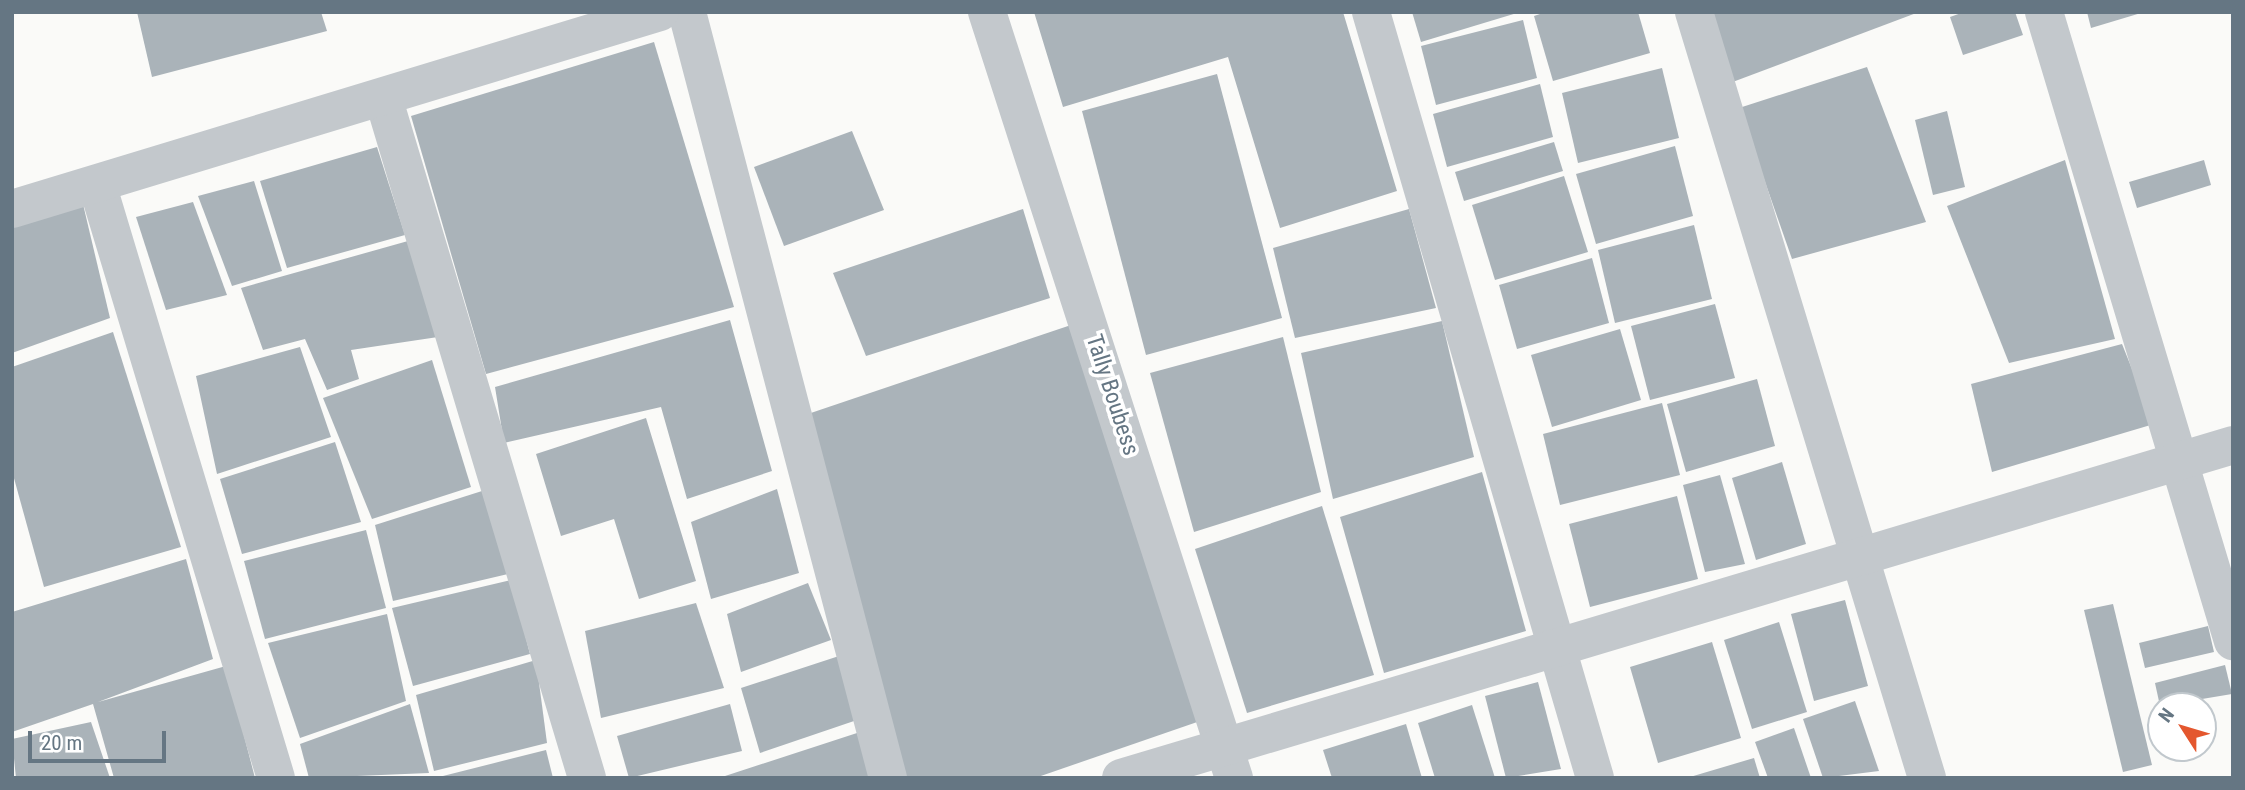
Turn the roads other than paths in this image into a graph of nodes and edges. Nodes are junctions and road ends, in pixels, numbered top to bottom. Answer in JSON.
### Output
{"nodes":[{"id":1,"x":660,"y":12,"type":"edge"},
{"id":2,"x":687,"y":12,"type":"edge"},
{"id":3,"x":987,"y":12,"type":"edge"},
{"id":4,"x":1370,"y":12,"type":"edge"},
{"id":5,"x":1693,"y":12,"type":"edge"},
{"id":6,"x":2044,"y":12,"type":"edge"},
{"id":7,"x":383,"y":97,"type":"junction"},
{"id":8,"x":96,"y":184,"type":"junction"},
{"id":9,"x":12,"y":209,"type":"edge"},
{"id":10,"x":2233,"y":445,"type":"edge"},
{"id":11,"x":2179,"y":462,"type":"junction"},
{"id":12,"x":1859,"y":557,"type":"junction"},
{"id":13,"x":2233,"y":640,"type":"edge"},
{"id":14,"x":1557,"y":648,"type":"junction"},
{"id":15,"x":1230,"y":762,"type":"edge"},
{"id":16,"x":276,"y":778,"type":"edge"},
{"id":17,"x":587,"y":778,"type":"edge"},
{"id":18,"x":888,"y":778,"type":"edge"},
{"id":19,"x":1121,"y":778,"type":"edge"},
{"id":20,"x":1595,"y":778,"type":"edge"},
{"id":21,"x":1927,"y":778,"type":"edge"}],
"edges":[{"from":1,"to":7,"type":"street"},
{"from":2,"to":18,"type":"street"},
{"from":3,"to":15,"type":"street","name":"Tally Boubess"},
{"from":4,"to":14,"type":"street"},
{"from":5,"to":12,"type":"street"},
{"from":6,"to":11,"type":"street"},
{"from":7,"to":8,"type":"street"},
{"from":7,"to":17,"type":"street"},
{"from":8,"to":9,"type":"street"},
{"from":8,"to":16,"type":"street"},
{"from":10,"to":11,"type":"street"},
{"from":11,"to":12,"type":"street"},
{"from":11,"to":13,"type":"street"},
{"from":12,"to":14,"type":"street"},
{"from":12,"to":21,"type":"street"},
{"from":14,"to":15,"type":"street"},
{"from":14,"to":20,"type":"street"},
{"from":15,"to":19,"type":"street"}]}
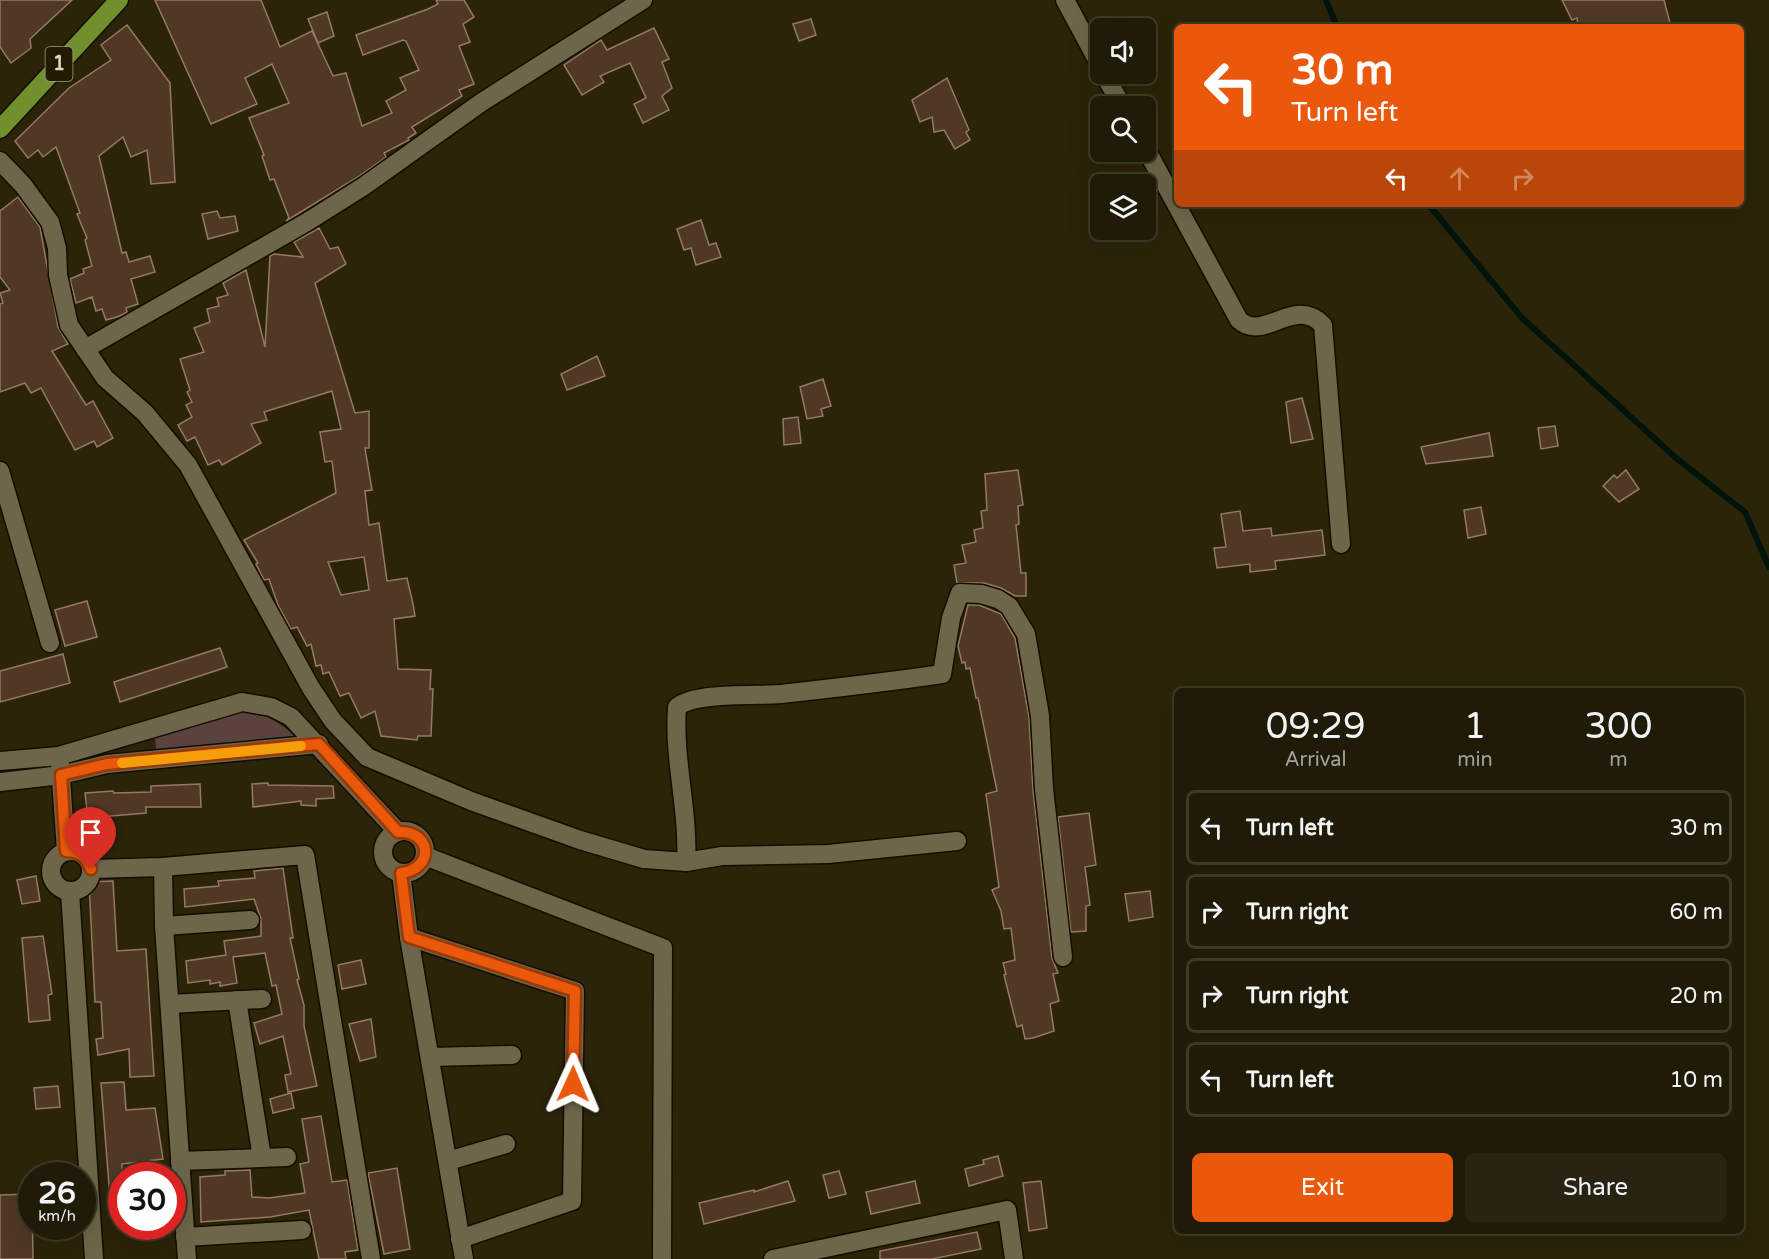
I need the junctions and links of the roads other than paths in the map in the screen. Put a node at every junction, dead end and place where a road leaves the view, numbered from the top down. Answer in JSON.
{"nodes":[{"id":1,"x":119,"y":0,"type":"edge"},
{"id":2,"x":643,"y":0,"type":"edge"},
{"id":3,"x":1065,"y":0,"type":"edge"},
{"id":4,"x":1090,"y":47,"type":"edge"},
{"id":5,"x":0,"y":129,"type":"edge"},
{"id":6,"x":0,"y":161,"type":"edge"},
{"id":7,"x":1153,"y":162,"type":"edge"},
{"id":8,"x":1174,"y":200,"type":"edge"},
{"id":9,"x":1178,"y":207,"type":"edge"},
{"id":10,"x":85,"y":348,"type":"junction"},
{"id":11,"x":0,"y":471,"type":"edge"},
{"id":12,"x":1341,"y":544,"type":"dead end"},
{"id":13,"x":50,"y":643,"type":"dead end"},
{"id":14,"x":319,"y":744,"type":"junction"},
{"id":15,"x":59,"y":756,"type":"junction"},
{"id":16,"x":0,"y":761,"type":"edge"},
{"id":17,"x":61,"y":775,"type":"junction"},
{"id":18,"x":0,"y":783,"type":"edge"},
{"id":19,"x":398,"y":832,"type":"junction"},
{"id":20,"x":957,"y":841,"type":"dead end"},
{"id":21,"x":66,"y":851,"type":"junction"},
{"id":22,"x":425,"y":856,"type":"junction"},
{"id":23,"x":686,"y":862,"type":"junction"},
{"id":24,"x":163,"y":867,"type":"junction"},
{"id":25,"x":91,"y":869,"type":"junction"},
{"id":26,"x":401,"y":873,"type":"junction"},
{"id":27,"x":70,"y":892,"type":"junction"},
{"id":28,"x":250,"y":920,"type":"dead end"},
{"id":29,"x":164,"y":926,"type":"junction"},
{"id":30,"x":409,"y":937,"type":"junction"},
{"id":31,"x":1063,"y":957,"type":"dead end"},
{"id":32,"x":262,"y":999,"type":"dead end"},
{"id":33,"x":237,"y":1000,"type":"junction"},
{"id":34,"x":170,"y":1004,"type":"junction"},
{"id":35,"x":512,"y":1055,"type":"dead end"},
{"id":36,"x":430,"y":1057,"type":"junction"},
{"id":37,"x":506,"y":1144,"type":"dead end"},
{"id":38,"x":287,"y":1157,"type":"dead end"},
{"id":39,"x":262,"y":1158,"type":"junction"},
{"id":40,"x":180,"y":1161,"type":"joint"},
{"id":41,"x":448,"y":1161,"type":"junction"},
{"id":42,"x":302,"y":1230,"type":"dead end"},
{"id":43,"x":186,"y":1238,"type":"edge"},
{"id":44,"x":460,"y":1239,"type":"junction"},
{"id":45,"x":185,"y":1240,"type":"edge"},
{"id":46,"x":94,"y":1259,"type":"edge"},
{"id":47,"x":186,"y":1259,"type":"edge"},
{"id":48,"x":371,"y":1259,"type":"edge"},
{"id":49,"x":464,"y":1259,"type":"edge"},
{"id":50,"x":662,"y":1259,"type":"edge"},
{"id":51,"x":773,"y":1259,"type":"edge"},
{"id":52,"x":1014,"y":1259,"type":"edge"}],
"edges":[{"from":1,"to":5,"type":"highway","number":"1"},
{"from":2,"to":10,"type":"street"},
{"from":3,"to":4,"type":"street"},
{"from":6,"to":10,"type":"street"},
{"from":7,"to":8,"type":"street"},
{"from":9,"to":12,"type":"street"},
{"from":10,"to":23,"type":"street"},
{"from":11,"to":13,"type":"street"},
{"from":14,"to":15,"type":"street"},
{"from":14,"to":17,"type":"street"},
{"from":14,"to":19,"type":"street"},
{"from":15,"to":16,"type":"street"},
{"from":15,"to":17,"type":"street"},
{"from":17,"to":18,"type":"street"},
{"from":17,"to":21,"type":"street"},
{"from":19,"to":22,"type":"street"},
{"from":19,"to":26,"type":"street"},
{"from":20,"to":23,"type":"street"},
{"from":21,"to":25,"type":"street"},
{"from":21,"to":27,"type":"street"},
{"from":22,"to":26,"type":"street"},
{"from":22,"to":50,"type":"street"},
{"from":23,"to":31,"type":"street"},
{"from":24,"to":25,"type":"street"},
{"from":24,"to":29,"type":"street"},
{"from":24,"to":48,"type":"street"},
{"from":25,"to":27,"type":"street"},
{"from":26,"to":30,"type":"street"},
{"from":27,"to":46,"type":"street"},
{"from":28,"to":29,"type":"street"},
{"from":29,"to":34,"type":"street"},
{"from":30,"to":36,"type":"street"},
{"from":30,"to":44,"type":"street"},
{"from":32,"to":33,"type":"street"},
{"from":33,"to":34,"type":"street"},
{"from":33,"to":39,"type":"street"},
{"from":34,"to":40,"type":"street"},
{"from":35,"to":36,"type":"street"},
{"from":36,"to":41,"type":"street"},
{"from":37,"to":41,"type":"street"},
{"from":38,"to":39,"type":"street"},
{"from":39,"to":40,"type":"street"},
{"from":41,"to":44,"type":"street"},
{"from":42,"to":43,"type":"street"},
{"from":44,"to":49,"type":"street"},
{"from":45,"to":47,"type":"street"},
{"from":51,"to":52,"type":"street"}]}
= = =
- _About this exercise_: What is needed is an exact copy of the entries above, with no images in it.

- _Answer section_:
Turn the roads other than paths in this image into a graph of nodes and edges. Nodes are junctions and road ends, in pixels, numbered top to bottom. Answer in JSON.
### Output
{"nodes":[{"id":1,"x":660,"y":12,"type":"edge"},
{"id":2,"x":687,"y":12,"type":"edge"},
{"id":3,"x":987,"y":12,"type":"edge"},
{"id":4,"x":1370,"y":12,"type":"edge"},
{"id":5,"x":1693,"y":12,"type":"edge"},
{"id":6,"x":2044,"y":12,"type":"edge"},
{"id":7,"x":383,"y":97,"type":"junction"},
{"id":8,"x":96,"y":184,"type":"junction"},
{"id":9,"x":12,"y":209,"type":"edge"},
{"id":10,"x":2233,"y":445,"type":"edge"},
{"id":11,"x":2179,"y":462,"type":"junction"},
{"id":12,"x":1859,"y":557,"type":"junction"},
{"id":13,"x":2233,"y":640,"type":"edge"},
{"id":14,"x":1557,"y":648,"type":"junction"},
{"id":15,"x":1230,"y":762,"type":"edge"},
{"id":16,"x":276,"y":778,"type":"edge"},
{"id":17,"x":587,"y":778,"type":"edge"},
{"id":18,"x":888,"y":778,"type":"edge"},
{"id":19,"x":1121,"y":778,"type":"edge"},
{"id":20,"x":1595,"y":778,"type":"edge"},
{"id":21,"x":1927,"y":778,"type":"edge"}],
"edges":[{"from":1,"to":7,"type":"street"},
{"from":2,"to":18,"type":"street"},
{"from":3,"to":15,"type":"street","name":"Tally Boubess"},
{"from":4,"to":14,"type":"street"},
{"from":5,"to":12,"type":"street"},
{"from":6,"to":11,"type":"street"},
{"from":7,"to":8,"type":"street"},
{"from":7,"to":17,"type":"street"},
{"from":8,"to":9,"type":"street"},
{"from":8,"to":16,"type":"street"},
{"from":10,"to":11,"type":"street"},
{"from":11,"to":12,"type":"street"},
{"from":11,"to":13,"type":"street"},
{"from":12,"to":14,"type":"street"},
{"from":12,"to":21,"type":"street"},
{"from":14,"to":15,"type":"street"},
{"from":14,"to":20,"type":"street"},
{"from":15,"to":19,"type":"street"}]}
I need the junctions and links of the roads other than paths in the map in the screen. Put a node at every junction, dead end and place where a road leaves the view, numbered from the top down. Answer in JSON.
{"nodes":[{"id":1,"x":119,"y":0,"type":"edge"},
{"id":2,"x":643,"y":0,"type":"edge"},
{"id":3,"x":1065,"y":0,"type":"edge"},
{"id":4,"x":1090,"y":47,"type":"edge"},
{"id":5,"x":0,"y":129,"type":"edge"},
{"id":6,"x":0,"y":161,"type":"edge"},
{"id":7,"x":1153,"y":162,"type":"edge"},
{"id":8,"x":1174,"y":200,"type":"edge"},
{"id":9,"x":1178,"y":207,"type":"edge"},
{"id":10,"x":85,"y":348,"type":"junction"},
{"id":11,"x":0,"y":471,"type":"edge"},
{"id":12,"x":1341,"y":544,"type":"dead end"},
{"id":13,"x":50,"y":643,"type":"dead end"},
{"id":14,"x":319,"y":744,"type":"junction"},
{"id":15,"x":59,"y":756,"type":"junction"},
{"id":16,"x":0,"y":761,"type":"edge"},
{"id":17,"x":61,"y":775,"type":"junction"},
{"id":18,"x":0,"y":783,"type":"edge"},
{"id":19,"x":398,"y":832,"type":"junction"},
{"id":20,"x":957,"y":841,"type":"dead end"},
{"id":21,"x":66,"y":851,"type":"junction"},
{"id":22,"x":425,"y":856,"type":"junction"},
{"id":23,"x":686,"y":862,"type":"junction"},
{"id":24,"x":163,"y":867,"type":"junction"},
{"id":25,"x":91,"y":869,"type":"junction"},
{"id":26,"x":401,"y":873,"type":"junction"},
{"id":27,"x":70,"y":892,"type":"junction"},
{"id":28,"x":250,"y":920,"type":"dead end"},
{"id":29,"x":164,"y":926,"type":"junction"},
{"id":30,"x":409,"y":937,"type":"junction"},
{"id":31,"x":1063,"y":957,"type":"dead end"},
{"id":32,"x":262,"y":999,"type":"dead end"},
{"id":33,"x":237,"y":1000,"type":"junction"},
{"id":34,"x":170,"y":1004,"type":"junction"},
{"id":35,"x":512,"y":1055,"type":"dead end"},
{"id":36,"x":430,"y":1057,"type":"junction"},
{"id":37,"x":506,"y":1144,"type":"dead end"},
{"id":38,"x":287,"y":1157,"type":"dead end"},
{"id":39,"x":262,"y":1158,"type":"junction"},
{"id":40,"x":180,"y":1161,"type":"joint"},
{"id":41,"x":448,"y":1161,"type":"junction"},
{"id":42,"x":302,"y":1230,"type":"dead end"},
{"id":43,"x":186,"y":1238,"type":"edge"},
{"id":44,"x":460,"y":1239,"type":"junction"},
{"id":45,"x":185,"y":1240,"type":"edge"},
{"id":46,"x":94,"y":1259,"type":"edge"},
{"id":47,"x":186,"y":1259,"type":"edge"},
{"id":48,"x":371,"y":1259,"type":"edge"},
{"id":49,"x":464,"y":1259,"type":"edge"},
{"id":50,"x":662,"y":1259,"type":"edge"},
{"id":51,"x":773,"y":1259,"type":"edge"},
{"id":52,"x":1014,"y":1259,"type":"edge"}],
"edges":[{"from":1,"to":5,"type":"highway","number":"1"},
{"from":2,"to":10,"type":"street"},
{"from":3,"to":4,"type":"street"},
{"from":6,"to":10,"type":"street"},
{"from":7,"to":8,"type":"street"},
{"from":9,"to":12,"type":"street"},
{"from":10,"to":23,"type":"street"},
{"from":11,"to":13,"type":"street"},
{"from":14,"to":15,"type":"street"},
{"from":14,"to":17,"type":"street"},
{"from":14,"to":19,"type":"street"},
{"from":15,"to":16,"type":"street"},
{"from":15,"to":17,"type":"street"},
{"from":17,"to":18,"type":"street"},
{"from":17,"to":21,"type":"street"},
{"from":19,"to":22,"type":"street"},
{"from":19,"to":26,"type":"street"},
{"from":20,"to":23,"type":"street"},
{"from":21,"to":25,"type":"street"},
{"from":21,"to":27,"type":"street"},
{"from":22,"to":26,"type":"street"},
{"from":22,"to":50,"type":"street"},
{"from":23,"to":31,"type":"street"},
{"from":24,"to":25,"type":"street"},
{"from":24,"to":29,"type":"street"},
{"from":24,"to":48,"type":"street"},
{"from":25,"to":27,"type":"street"},
{"from":26,"to":30,"type":"street"},
{"from":27,"to":46,"type":"street"},
{"from":28,"to":29,"type":"street"},
{"from":29,"to":34,"type":"street"},
{"from":30,"to":36,"type":"street"},
{"from":30,"to":44,"type":"street"},
{"from":32,"to":33,"type":"street"},
{"from":33,"to":34,"type":"street"},
{"from":33,"to":39,"type":"street"},
{"from":34,"to":40,"type":"street"},
{"from":35,"to":36,"type":"street"},
{"from":36,"to":41,"type":"street"},
{"from":37,"to":41,"type":"street"},
{"from":38,"to":39,"type":"street"},
{"from":39,"to":40,"type":"street"},
{"from":41,"to":44,"type":"street"},
{"from":42,"to":43,"type":"street"},
{"from":44,"to":49,"type":"street"},
{"from":45,"to":47,"type":"street"},
{"from":51,"to":52,"type":"street"}]}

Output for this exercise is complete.